Open Letter to Roxanne Quimby: Privatize

Dear Ms. Quimby,

Congratulations are in order for your admirable efforts in conserving land and forging a path for the creation of a new and massive national park in the state of Maine. In terms of vistas and outdoors recreational opportunities, we have a lot to offer Mainers and our friends "from away." I am confident that preserving land for public use will be a boon to Maine's economy. Capitalizing on our natural resources must be one of many strategies we employ to further progress our state.

However, political dialog has spiraled towards conversations about the very efficacy of government as a major actor in our world. Whether we agree with the message or not, that's the environment we live in. Consistently, government programs are at risk of being chopped. The National Park Service is not immune. We already face challenges from both our Senators, the Governor and the Maine State Legislature - a daunting political opposition. I have serious doubts about the sustainability of a new public park. Even if you are successful in passing ownership of your land over to the public - why run the risk of the park being closed and sold based on the whims of our finicky electorate?

I'd like to offer an alternative strategy in reaching you're ultimate goals of conservation, stewardship and invigorating our economy.

Despite the instability in Augusta and Washington D.C., we can be confident about the retention of our property rights for decades - if not centuries - to come. Open a private park. It's your land to do with what you want. Exercise your rights as an American. Fence it off, restrict motorized access, build a fancy information center, pic-nic areas, trails and just ignore those who disapprove. You have the money or could get the investors, as the Katahdin Area Chamber of Commerce supports you. Build your park, the way you envision it as a successful entrepreneur and environmentalist. Let's be honest - the park would probably be better off with you at the helm than if it was run by the Feds who face a huge debt crisis, possible shutdowns, etc. Giving your park to the government would be like giving more landline operations to Fairpoint Communications - it's not the right time.

I agree that turning your 70,000 acres into a public national park is a laudable goal.
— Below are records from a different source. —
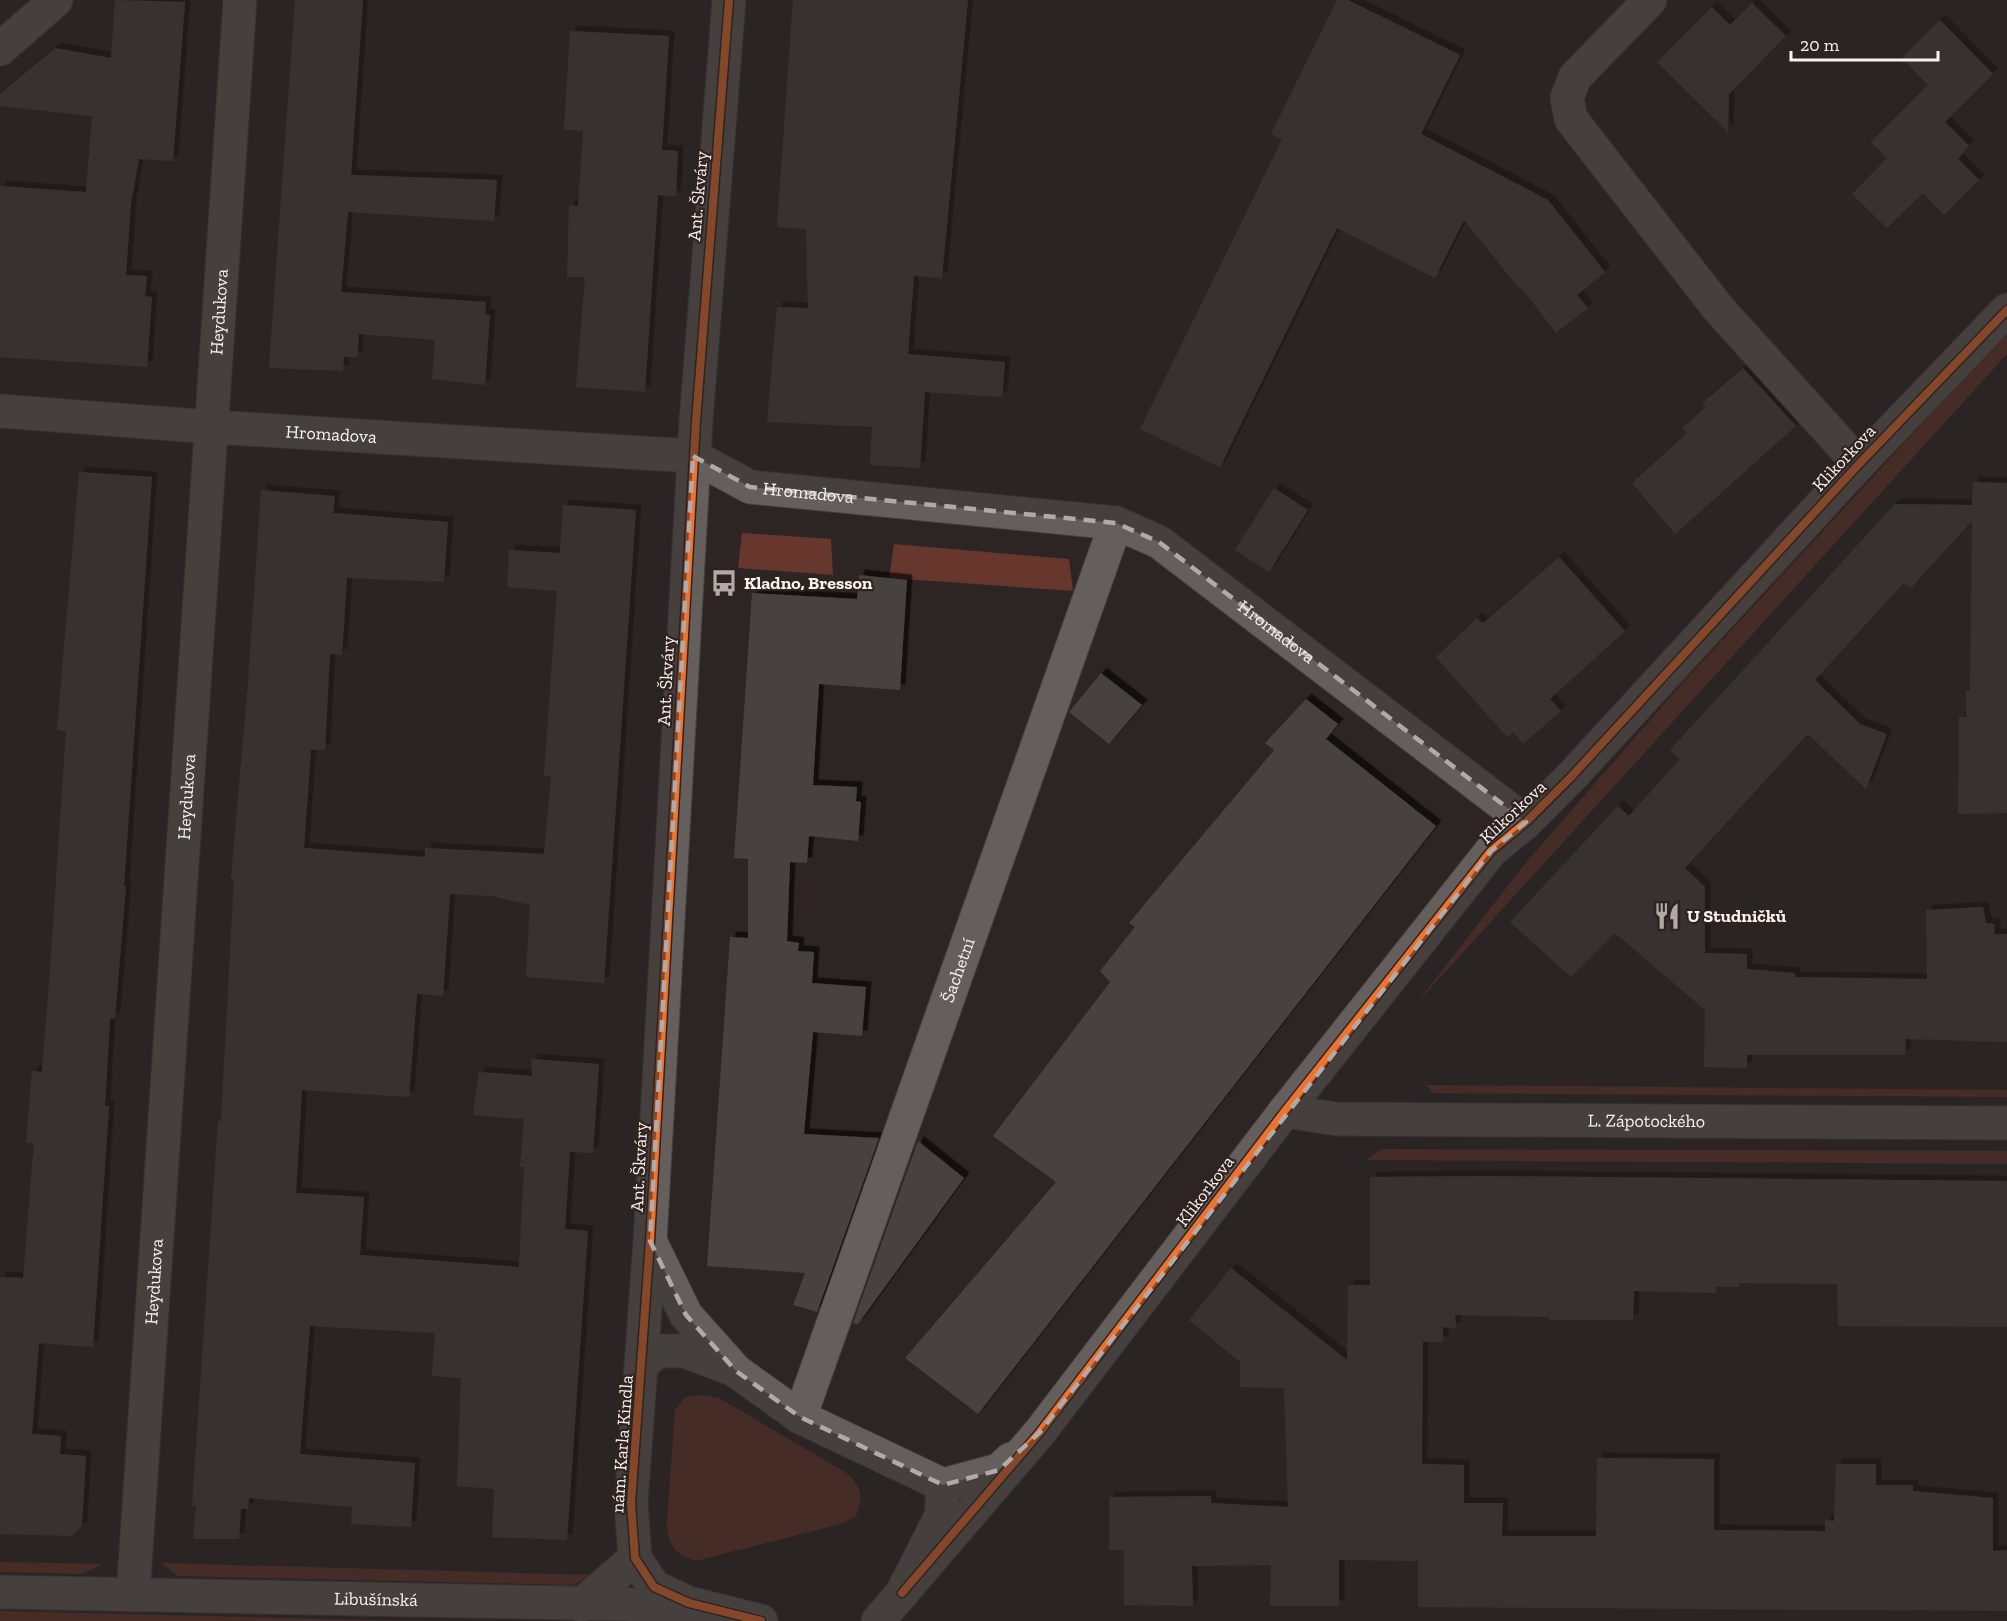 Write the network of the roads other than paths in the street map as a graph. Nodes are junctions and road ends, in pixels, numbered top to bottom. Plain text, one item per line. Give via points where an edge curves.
1 (56, 0) edge
2 (240, 0) edge
3 (729, 0) edge
4 (1650, 0) edge
5 (0, 49) edge
6 (2007, 310) edge
7 (0, 411) edge
8 (212, 427) junction
9 (693, 456) junction
10 (1859, 464) junction
11 (1116, 523) junction
12 (1526, 822) junction
13 (1285, 1111) junction
14 (2007, 1123) edge
15 (650, 1241) junction
16 (642, 1365) junction
17 (736, 1371) junction
18 (800, 1417) junction
19 (1040, 1432) junction
20 (943, 1485) junction
21 (635, 1558) junction
22 (0, 1592) edge
23 (902, 1593) junction
24 (133, 1595) junction
25 (581, 1605) junction
26 (752, 1621) edge
27 (761, 1621) edge
28 (878, 1621) edge

1 - 5 street
2 - 8 street, Heydukova
3 - 9 street, Ant. Škváry
4 - 10 street, Klikorkova via 1575,77 1567,98 1571,120 1718,308
6 - 10 street, Klikorkova
7 - 8 street, Hromadova
8 - 9 street, Hromadova
8 - 24 street, Heydukova
9 - 11 street, Hromadova via 750,487
9 - 15 street, Ant. Škváry
10 - 12 street, Klikorkova
11 - 12 street, Hromadova via 1159,542
11 - 18 street, Šachetní
12 - 13 street, Klikorkova via 1491,851
13 - 14 street, L. Zápotockého via 1336,1119
13 - 19 street, Klikorkova
15 - 16 street, Ant. Škváry
15 - 17 street, nám. Karla Kindla via 686,1315
16 - 17 street, nám. Karla Kindla via 657,1350 684,1351
16 - 21 street, nám. Karla Kindla via 631,1503
17 - 18 street, nám. Karla Kindla
18 - 20 street, nám. Karla Kindla
19 - 20 street via 999,1470
19 - 23 street
20 - 23 street via 941,1516
21 - 25 street
21 - 27 street, nám. Karla Kindla via 654,1587 690,1603
22 - 24 street, Libušínská
23 - 28 street
24 - 25 street, Libušínská
25 - 26 street, Libušínská via 625,1604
But consider the act - defying your opponents and creating a park on your own - a protest in the spirit of the famous anarchist and environmentalist Henry David Thoreau. Facing a resistant government and as a citizen with the means - just take it into your own hands and do it. Open the park privately first to demonstrate to the public, on your own terms, how successful it will be as an example of fine stewardship and a catalyst for further economic development in the area.

Agreeably disagreeing,

Jeremy Corbally-Hammond
of Auburn, Maine

4 Intelligent Comment(s):

Michael said...

Well said, Jeremy. Bravo!

Hortensio said...

I hate to give the impression that Michael and I are on the same cheerleading squad, but I have to agree with him, and with you.

At the very least, it would (probably) ensure the park is kept safe until after the inevitable debt-reduction efforts.

Andy Young said...

Hi Jeremy, the idea would never float with RQ and/or RESTORE. The 70,000 is just the beginning of a much larger agenda for the North Woods.
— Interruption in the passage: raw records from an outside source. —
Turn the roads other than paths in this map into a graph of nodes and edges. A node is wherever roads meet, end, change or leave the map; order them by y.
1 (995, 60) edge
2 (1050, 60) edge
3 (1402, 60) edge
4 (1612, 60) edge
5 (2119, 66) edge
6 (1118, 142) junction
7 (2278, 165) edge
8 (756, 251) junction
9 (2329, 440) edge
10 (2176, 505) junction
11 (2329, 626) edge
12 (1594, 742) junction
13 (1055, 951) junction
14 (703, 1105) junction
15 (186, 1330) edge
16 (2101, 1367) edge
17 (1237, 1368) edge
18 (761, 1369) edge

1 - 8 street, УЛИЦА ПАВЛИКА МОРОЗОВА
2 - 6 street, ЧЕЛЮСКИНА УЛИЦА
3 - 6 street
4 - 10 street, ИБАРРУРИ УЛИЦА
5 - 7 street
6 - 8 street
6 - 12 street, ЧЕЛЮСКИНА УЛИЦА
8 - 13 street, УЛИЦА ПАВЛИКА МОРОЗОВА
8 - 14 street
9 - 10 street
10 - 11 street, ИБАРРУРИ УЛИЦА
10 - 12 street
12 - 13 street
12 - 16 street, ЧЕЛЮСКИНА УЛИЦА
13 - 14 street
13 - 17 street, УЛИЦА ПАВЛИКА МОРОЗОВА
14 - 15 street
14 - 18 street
If you would like more information on that go to preservemainetraditions.com. look for the link 'Evolution of a Farce'. You will see by RQ own comments that this 70,000 acres is not the goal.

Jeremy Corbally-Hammond said...

I've reviewed the section you mentioned, and I don't see anything that conflicts with my understanding of Roxanne Quimby. So she supports the creation of an even larger park than the one she's pursuing now... so what? I would give her the same advice even if the proposal being talked about was the 3.2 million acre dream.

She has the means to create a large preservation on her own without the need for government to help and I'm going one step further suggesting that the government might even be a risk to her plan considering it responds to the finicky electorate. The idea of protecting property rights is far more fundamental and harder to ignore than the idea of a National Park Service.